New labour law Rhodes’s Ghost: Gwisai

via New labour law Rhodes’s Ghost: Gwisai – New Zimbabwe 18/08/2015

FORMER MDC legislator Munyaradzi Gwisai’s Labour Centre has said Zimbabweans should “strongly” resist the labour amendment bill currently before Parliament.

The bill, the organisation argues, is a resurrection of “Cecil John Rhodes” which will result in “tens of thousands more losing jobs”.

President Robert Mugabe last week signed and gazzetted the labour amendment bill which protects workers from unfair dismissals and retrenchments.

That was after over 20,000 workers had been dismissed by their employers using the July 17 Supreme Court labour Judgment which permitted the sacking of employees on three months’ notice.

The proposed bill says employers should negotiate with employees when they want to retrench them.

It however, says a retrenched worker is entitled to a compensation equivalent to a salary of two weeks for each year served.

In a statement Tuesday, the Labour Centre said the bill was set to bring back colonialism in the country.

“The Bill was hijacked by those with an opposite and IMF-inspired neo-liberal and anti-nationalist agenda.

“They successfully manipulated it to ensure that employers can now massacre even tens of thousands of more jobs and resurrect the ghost of common law and Cecil John Rhodes,” said the labour representative body.

The Gwisai-led outfit accused government officials of deceiving the nation pretending that they have intervened in the merciless job cuts.

“They are clever and have disguised their real intentions in the manner in which they have crafted and worded the Bill,” the organisation said.

“Here and there, they give a few sweets including a very watered down retrospective clause, to make it appear as if the Bill protects and benefits workers. But they know the real effect of their Bill is the opposite.

“This is why we say the Labour Amendment Bill, 2015, should not be passed in its present form.

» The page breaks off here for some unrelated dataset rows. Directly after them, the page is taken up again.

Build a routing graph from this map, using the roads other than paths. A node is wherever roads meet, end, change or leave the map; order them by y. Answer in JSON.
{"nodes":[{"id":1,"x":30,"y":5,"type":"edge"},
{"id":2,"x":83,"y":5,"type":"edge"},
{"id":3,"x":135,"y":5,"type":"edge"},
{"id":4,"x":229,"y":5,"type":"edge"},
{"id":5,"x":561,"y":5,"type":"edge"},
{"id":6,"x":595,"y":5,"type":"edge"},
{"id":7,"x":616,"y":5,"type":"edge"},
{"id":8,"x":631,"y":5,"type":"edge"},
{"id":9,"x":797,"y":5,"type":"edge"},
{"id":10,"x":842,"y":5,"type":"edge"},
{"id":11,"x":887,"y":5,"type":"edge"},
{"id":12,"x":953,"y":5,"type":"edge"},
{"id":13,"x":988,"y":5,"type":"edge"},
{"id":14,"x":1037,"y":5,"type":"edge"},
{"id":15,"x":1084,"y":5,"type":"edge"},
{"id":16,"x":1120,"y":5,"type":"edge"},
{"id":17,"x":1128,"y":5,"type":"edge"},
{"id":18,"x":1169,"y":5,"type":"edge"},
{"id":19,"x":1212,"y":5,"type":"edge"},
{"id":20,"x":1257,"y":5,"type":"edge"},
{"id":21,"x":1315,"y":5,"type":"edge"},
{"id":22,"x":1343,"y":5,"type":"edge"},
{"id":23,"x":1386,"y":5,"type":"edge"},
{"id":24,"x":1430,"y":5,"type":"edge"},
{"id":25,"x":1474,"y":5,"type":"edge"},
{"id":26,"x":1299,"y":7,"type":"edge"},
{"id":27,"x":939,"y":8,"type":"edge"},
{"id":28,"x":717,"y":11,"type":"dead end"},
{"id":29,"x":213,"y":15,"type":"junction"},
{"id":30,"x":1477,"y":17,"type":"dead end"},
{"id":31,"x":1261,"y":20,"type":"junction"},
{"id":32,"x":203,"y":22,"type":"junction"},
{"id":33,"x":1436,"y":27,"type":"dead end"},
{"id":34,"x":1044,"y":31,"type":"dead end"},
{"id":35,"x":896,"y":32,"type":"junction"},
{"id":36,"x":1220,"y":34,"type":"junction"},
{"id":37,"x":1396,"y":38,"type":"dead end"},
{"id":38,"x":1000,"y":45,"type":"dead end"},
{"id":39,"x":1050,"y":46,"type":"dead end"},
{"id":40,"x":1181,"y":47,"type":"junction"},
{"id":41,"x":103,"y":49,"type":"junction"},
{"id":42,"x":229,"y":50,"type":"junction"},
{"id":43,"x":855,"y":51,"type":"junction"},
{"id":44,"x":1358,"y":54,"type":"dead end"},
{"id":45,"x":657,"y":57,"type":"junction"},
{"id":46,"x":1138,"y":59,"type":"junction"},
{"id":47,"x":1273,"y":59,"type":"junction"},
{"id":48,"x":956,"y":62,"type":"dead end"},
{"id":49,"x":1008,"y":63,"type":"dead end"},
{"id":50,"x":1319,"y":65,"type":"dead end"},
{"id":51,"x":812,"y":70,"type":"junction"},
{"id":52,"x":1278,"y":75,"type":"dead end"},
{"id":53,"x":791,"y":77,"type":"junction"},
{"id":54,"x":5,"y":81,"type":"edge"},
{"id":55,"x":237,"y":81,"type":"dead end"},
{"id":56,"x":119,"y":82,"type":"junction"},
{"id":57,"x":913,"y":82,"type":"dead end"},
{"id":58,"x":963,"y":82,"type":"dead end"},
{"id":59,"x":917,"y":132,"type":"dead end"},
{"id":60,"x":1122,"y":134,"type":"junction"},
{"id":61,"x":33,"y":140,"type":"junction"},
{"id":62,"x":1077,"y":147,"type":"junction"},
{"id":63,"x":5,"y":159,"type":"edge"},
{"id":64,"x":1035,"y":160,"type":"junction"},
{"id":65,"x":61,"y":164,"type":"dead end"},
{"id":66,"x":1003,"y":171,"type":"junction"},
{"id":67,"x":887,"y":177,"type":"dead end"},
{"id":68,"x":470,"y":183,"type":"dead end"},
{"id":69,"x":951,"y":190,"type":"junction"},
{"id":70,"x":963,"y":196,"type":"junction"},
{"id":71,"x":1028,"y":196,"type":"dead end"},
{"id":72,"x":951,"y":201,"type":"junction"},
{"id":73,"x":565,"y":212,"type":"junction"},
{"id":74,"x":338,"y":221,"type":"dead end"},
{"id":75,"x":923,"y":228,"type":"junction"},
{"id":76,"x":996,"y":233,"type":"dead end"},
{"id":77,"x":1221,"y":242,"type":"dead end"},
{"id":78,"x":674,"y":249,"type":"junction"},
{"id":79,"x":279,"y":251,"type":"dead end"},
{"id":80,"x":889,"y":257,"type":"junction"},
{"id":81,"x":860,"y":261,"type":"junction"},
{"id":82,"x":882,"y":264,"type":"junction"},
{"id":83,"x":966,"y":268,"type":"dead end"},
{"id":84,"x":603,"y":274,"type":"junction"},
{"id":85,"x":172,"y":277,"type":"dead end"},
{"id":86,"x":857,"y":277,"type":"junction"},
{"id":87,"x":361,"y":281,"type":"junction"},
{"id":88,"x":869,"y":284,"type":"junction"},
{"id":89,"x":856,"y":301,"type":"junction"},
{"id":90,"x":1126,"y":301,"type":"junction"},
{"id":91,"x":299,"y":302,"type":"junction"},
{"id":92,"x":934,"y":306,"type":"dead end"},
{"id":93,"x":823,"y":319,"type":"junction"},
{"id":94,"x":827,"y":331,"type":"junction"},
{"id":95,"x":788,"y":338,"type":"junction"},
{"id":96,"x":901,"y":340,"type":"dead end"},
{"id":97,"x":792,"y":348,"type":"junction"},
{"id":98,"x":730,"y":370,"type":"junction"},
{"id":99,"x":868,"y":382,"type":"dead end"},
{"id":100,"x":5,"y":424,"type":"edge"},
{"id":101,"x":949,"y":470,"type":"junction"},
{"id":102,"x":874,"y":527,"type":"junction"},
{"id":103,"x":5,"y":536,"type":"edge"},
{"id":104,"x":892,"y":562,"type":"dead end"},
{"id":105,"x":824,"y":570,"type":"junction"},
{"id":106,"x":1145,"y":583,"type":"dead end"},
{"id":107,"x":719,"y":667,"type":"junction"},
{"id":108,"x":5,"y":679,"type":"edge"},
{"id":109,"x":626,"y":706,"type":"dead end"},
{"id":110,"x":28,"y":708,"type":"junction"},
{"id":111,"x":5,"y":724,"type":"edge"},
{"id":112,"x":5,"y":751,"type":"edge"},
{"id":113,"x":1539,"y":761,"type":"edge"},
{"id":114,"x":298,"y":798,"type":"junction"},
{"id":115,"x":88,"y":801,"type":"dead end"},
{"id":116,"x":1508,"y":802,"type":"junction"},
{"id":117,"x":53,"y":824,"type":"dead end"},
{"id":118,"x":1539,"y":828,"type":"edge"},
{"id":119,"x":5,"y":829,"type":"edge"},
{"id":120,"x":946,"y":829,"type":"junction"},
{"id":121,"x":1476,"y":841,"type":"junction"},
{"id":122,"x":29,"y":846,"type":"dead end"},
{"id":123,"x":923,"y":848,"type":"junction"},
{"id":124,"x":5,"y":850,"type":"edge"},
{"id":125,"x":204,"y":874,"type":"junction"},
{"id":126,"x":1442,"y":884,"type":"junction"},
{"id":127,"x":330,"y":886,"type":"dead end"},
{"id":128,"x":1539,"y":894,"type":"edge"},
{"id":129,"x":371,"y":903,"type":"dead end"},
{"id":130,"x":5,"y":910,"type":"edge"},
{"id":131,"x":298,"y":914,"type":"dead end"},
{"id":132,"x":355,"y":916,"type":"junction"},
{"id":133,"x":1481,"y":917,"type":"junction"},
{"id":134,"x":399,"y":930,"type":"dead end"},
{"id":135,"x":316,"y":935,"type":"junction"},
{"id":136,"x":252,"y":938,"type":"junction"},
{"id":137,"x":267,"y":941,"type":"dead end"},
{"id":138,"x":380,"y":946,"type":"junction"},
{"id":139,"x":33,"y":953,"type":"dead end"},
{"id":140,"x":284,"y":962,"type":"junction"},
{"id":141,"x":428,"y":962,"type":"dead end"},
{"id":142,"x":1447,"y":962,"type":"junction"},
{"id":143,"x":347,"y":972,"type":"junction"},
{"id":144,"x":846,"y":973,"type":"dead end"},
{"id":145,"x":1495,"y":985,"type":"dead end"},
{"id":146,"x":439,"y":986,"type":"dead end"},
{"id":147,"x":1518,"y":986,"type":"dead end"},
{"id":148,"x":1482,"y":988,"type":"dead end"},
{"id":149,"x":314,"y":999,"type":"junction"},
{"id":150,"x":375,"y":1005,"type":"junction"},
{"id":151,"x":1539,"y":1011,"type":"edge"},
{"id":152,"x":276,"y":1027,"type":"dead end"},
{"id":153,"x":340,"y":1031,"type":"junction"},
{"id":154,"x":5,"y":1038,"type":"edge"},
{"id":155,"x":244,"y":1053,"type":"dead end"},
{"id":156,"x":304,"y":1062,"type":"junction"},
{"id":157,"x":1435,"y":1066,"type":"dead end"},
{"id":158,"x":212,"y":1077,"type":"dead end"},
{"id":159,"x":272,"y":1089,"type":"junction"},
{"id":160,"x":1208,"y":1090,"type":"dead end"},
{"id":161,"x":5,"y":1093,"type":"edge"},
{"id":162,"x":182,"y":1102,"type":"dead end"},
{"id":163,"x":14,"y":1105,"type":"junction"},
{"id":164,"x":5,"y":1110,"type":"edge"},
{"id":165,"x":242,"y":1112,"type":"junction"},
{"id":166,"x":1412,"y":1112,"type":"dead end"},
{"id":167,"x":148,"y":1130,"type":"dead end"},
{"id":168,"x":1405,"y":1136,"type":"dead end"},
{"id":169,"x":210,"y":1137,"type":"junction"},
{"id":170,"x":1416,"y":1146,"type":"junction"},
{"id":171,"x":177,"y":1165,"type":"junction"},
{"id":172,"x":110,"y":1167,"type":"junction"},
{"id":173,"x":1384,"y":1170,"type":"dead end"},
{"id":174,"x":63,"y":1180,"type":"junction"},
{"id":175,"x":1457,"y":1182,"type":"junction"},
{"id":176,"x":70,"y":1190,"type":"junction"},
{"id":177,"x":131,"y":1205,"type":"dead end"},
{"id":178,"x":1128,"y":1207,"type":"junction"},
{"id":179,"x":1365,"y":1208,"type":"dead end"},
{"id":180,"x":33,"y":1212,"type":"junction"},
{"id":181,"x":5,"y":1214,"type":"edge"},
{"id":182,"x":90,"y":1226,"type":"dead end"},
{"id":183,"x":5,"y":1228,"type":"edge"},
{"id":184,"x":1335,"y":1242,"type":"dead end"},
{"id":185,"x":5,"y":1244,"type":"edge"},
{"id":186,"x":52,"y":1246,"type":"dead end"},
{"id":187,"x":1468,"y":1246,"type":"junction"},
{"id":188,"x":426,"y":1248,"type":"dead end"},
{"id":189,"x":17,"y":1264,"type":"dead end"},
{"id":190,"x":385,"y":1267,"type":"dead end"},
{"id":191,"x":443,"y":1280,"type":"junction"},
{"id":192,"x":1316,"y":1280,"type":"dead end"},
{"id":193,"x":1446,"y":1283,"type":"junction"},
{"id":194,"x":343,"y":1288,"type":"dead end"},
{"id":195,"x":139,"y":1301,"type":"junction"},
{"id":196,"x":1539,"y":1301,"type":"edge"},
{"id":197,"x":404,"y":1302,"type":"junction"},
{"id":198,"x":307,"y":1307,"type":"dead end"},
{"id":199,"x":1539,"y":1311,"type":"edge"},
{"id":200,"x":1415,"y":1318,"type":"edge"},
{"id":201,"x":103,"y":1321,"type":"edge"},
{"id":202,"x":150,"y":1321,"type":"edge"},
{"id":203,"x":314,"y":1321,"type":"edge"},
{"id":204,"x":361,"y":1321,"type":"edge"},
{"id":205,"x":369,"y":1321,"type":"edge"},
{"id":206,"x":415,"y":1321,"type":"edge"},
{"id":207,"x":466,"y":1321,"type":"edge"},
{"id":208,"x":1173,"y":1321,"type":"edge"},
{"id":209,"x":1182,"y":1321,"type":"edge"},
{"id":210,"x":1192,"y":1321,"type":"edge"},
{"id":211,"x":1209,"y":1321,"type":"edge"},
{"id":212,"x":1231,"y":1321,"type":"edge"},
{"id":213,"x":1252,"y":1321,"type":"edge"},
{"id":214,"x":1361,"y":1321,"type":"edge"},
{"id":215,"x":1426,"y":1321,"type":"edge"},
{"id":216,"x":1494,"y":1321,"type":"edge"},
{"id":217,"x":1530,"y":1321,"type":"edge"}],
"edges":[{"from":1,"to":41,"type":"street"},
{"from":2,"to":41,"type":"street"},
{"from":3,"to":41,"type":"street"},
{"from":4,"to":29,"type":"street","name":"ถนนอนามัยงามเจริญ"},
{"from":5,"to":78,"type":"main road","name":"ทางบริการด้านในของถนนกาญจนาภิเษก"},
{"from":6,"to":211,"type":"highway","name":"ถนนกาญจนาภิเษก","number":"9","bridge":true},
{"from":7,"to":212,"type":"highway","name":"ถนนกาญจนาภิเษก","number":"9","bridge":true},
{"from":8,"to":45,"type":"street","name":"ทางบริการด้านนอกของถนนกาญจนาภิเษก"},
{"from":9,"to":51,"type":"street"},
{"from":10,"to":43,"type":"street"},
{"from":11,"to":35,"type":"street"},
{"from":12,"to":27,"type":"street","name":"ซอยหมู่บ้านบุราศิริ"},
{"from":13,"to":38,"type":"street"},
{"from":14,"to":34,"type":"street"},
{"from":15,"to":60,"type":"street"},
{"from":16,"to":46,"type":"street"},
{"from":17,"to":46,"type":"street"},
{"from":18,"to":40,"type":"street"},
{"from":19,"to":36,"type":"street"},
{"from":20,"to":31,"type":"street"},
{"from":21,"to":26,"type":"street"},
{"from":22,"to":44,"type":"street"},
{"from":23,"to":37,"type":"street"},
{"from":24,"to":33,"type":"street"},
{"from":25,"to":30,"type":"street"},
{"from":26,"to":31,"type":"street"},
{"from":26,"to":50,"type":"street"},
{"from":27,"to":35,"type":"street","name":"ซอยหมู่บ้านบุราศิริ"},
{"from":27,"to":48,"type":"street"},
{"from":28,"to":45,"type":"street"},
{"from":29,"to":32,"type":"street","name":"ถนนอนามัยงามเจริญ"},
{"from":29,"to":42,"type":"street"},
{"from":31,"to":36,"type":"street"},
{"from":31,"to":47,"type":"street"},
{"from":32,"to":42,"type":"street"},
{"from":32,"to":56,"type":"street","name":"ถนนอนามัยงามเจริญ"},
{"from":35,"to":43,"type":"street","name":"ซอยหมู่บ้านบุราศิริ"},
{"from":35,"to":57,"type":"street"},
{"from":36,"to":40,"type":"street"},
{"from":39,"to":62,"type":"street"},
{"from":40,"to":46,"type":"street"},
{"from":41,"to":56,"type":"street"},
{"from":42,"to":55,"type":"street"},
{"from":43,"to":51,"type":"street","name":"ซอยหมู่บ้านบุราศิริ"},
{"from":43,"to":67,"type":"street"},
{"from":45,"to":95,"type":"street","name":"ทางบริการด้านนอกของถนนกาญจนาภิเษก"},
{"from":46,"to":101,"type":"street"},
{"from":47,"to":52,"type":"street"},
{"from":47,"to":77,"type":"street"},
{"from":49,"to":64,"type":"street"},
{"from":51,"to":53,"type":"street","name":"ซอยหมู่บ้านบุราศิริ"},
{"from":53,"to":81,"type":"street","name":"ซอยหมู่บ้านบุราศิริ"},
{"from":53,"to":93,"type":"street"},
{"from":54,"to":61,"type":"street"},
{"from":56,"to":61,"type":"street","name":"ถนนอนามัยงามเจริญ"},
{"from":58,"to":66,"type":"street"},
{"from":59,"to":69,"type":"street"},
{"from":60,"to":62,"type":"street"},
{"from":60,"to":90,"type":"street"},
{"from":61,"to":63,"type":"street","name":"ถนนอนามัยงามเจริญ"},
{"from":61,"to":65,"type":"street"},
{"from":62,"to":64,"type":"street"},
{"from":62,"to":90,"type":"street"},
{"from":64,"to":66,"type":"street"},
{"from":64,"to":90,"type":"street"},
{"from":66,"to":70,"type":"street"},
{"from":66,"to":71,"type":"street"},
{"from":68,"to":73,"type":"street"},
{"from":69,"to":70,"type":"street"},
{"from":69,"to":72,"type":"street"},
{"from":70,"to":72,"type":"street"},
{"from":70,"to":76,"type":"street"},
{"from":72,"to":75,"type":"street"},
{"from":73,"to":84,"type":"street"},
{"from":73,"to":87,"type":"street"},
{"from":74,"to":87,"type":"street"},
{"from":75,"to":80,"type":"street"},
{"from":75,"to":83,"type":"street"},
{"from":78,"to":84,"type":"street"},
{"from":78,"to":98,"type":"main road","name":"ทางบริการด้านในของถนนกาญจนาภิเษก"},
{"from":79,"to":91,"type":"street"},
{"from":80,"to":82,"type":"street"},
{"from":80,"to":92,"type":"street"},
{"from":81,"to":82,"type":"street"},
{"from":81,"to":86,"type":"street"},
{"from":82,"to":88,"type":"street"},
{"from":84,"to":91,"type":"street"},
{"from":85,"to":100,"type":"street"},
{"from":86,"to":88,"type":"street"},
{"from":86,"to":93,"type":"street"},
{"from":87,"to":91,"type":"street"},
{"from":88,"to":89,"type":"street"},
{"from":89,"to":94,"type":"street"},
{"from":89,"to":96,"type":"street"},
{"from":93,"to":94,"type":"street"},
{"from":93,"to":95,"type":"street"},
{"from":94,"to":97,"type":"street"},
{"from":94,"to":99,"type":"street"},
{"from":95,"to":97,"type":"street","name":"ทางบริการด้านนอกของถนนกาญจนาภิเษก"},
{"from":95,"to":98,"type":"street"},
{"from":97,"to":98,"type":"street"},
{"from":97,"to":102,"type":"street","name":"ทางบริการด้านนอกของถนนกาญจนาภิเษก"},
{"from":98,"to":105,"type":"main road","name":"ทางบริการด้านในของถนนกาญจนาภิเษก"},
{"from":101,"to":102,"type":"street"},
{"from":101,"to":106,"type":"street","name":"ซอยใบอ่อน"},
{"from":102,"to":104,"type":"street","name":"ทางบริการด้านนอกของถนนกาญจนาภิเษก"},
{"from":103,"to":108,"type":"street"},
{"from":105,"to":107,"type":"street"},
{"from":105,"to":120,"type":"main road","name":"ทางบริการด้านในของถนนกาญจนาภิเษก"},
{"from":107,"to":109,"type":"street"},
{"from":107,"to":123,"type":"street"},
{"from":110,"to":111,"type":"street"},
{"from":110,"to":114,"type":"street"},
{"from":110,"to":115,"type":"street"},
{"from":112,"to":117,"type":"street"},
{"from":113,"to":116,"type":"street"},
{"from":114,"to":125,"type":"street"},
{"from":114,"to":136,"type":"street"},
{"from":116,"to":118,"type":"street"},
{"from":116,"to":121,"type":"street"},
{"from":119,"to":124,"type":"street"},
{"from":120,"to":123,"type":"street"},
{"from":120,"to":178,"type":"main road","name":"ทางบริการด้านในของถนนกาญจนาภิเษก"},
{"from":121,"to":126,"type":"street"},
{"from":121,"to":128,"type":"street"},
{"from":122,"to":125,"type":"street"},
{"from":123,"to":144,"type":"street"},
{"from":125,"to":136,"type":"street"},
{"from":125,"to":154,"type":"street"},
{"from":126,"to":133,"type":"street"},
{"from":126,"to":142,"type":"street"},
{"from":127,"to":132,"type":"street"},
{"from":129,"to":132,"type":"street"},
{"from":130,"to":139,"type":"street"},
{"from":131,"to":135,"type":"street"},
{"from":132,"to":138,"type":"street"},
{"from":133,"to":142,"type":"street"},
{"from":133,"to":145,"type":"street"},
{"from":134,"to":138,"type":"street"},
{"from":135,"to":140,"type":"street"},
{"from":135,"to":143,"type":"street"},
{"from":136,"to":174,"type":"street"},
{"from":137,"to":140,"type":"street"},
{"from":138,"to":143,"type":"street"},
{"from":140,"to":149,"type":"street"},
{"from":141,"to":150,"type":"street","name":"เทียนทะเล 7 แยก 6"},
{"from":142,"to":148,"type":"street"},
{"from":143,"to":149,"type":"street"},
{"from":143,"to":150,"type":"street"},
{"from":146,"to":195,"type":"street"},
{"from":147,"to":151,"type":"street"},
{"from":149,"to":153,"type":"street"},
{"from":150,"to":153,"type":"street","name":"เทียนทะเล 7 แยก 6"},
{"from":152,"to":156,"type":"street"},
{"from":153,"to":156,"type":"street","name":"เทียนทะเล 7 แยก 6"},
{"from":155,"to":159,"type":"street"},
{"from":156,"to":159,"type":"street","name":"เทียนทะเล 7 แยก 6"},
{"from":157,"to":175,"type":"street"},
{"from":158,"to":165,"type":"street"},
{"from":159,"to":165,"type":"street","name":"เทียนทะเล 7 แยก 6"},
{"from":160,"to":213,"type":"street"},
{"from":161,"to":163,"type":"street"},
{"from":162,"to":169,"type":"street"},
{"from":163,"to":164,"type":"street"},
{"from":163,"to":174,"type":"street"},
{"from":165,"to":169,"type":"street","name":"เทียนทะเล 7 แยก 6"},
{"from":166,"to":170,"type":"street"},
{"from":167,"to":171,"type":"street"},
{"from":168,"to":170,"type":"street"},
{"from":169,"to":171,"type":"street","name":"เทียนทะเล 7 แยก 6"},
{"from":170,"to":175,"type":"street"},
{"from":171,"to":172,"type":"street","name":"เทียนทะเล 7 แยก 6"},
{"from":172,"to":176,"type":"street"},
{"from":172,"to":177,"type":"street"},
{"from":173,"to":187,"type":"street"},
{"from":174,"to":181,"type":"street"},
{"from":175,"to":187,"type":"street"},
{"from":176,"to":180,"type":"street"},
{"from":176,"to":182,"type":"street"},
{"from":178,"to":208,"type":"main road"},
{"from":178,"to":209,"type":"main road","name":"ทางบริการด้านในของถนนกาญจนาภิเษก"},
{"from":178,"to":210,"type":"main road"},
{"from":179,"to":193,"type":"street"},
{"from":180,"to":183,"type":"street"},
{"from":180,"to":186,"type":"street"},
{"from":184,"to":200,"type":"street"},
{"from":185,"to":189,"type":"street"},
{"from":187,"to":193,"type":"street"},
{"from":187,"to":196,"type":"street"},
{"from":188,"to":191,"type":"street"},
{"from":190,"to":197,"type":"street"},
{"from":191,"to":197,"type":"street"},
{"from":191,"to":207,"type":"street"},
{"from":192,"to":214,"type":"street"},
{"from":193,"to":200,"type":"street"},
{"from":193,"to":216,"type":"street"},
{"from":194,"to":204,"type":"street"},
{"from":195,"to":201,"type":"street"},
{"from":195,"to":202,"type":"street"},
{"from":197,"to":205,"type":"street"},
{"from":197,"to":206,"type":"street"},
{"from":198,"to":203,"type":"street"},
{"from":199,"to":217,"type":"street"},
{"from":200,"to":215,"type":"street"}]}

It is premature to celebrate such a potentially dangerous anti-people Bill.”

The proposals were also condemned by top Harare lawyer and opposition politician Tendai Biti who warned that they would “create chaos and confusion in the labour market and leave both employers and employees in a lurch”.

“As we have argued before, all normal economies function on the basis of maximum employment,” said Biti.

“That 91% of the working people of Zimbabwe are now in the informal sector scrounging out subsistence and survival is an indictment to Zanu PF.”

Biti said the solution to the country’s continued crisis of deindustrialisation “does not lie in tinkering with the labour law”.

“It lies in the pursuit of a democratic developmental model that creates full employment and equal opportunities to its citizens; one does not cure prostate cancer through the administration of pain killers; prostate cancer requires surgery.

“A closer reading of the amendments shows that the proposed situation is so horrendous such that for the majority of workers in Zimbabwe, are better off under the present chaotic labour statutes, where terminations of employment have been permitted by the challenged Supreme Court Judgement.”

The former finance minister also said giving the proposed changes retrospective application was a “disaster that looks as a potential of relief to the more than 25,000 on the face of it”.

“Constitutionalism and the rule of law stands, squarely against laws that apply retrospectively,” Biti explained.

“If Zanu PF get away with the precedent of retrospectively, they can wake up one day and retrospectively criminalize all those who voted for the MDC in 2008 by way of an absurd example.”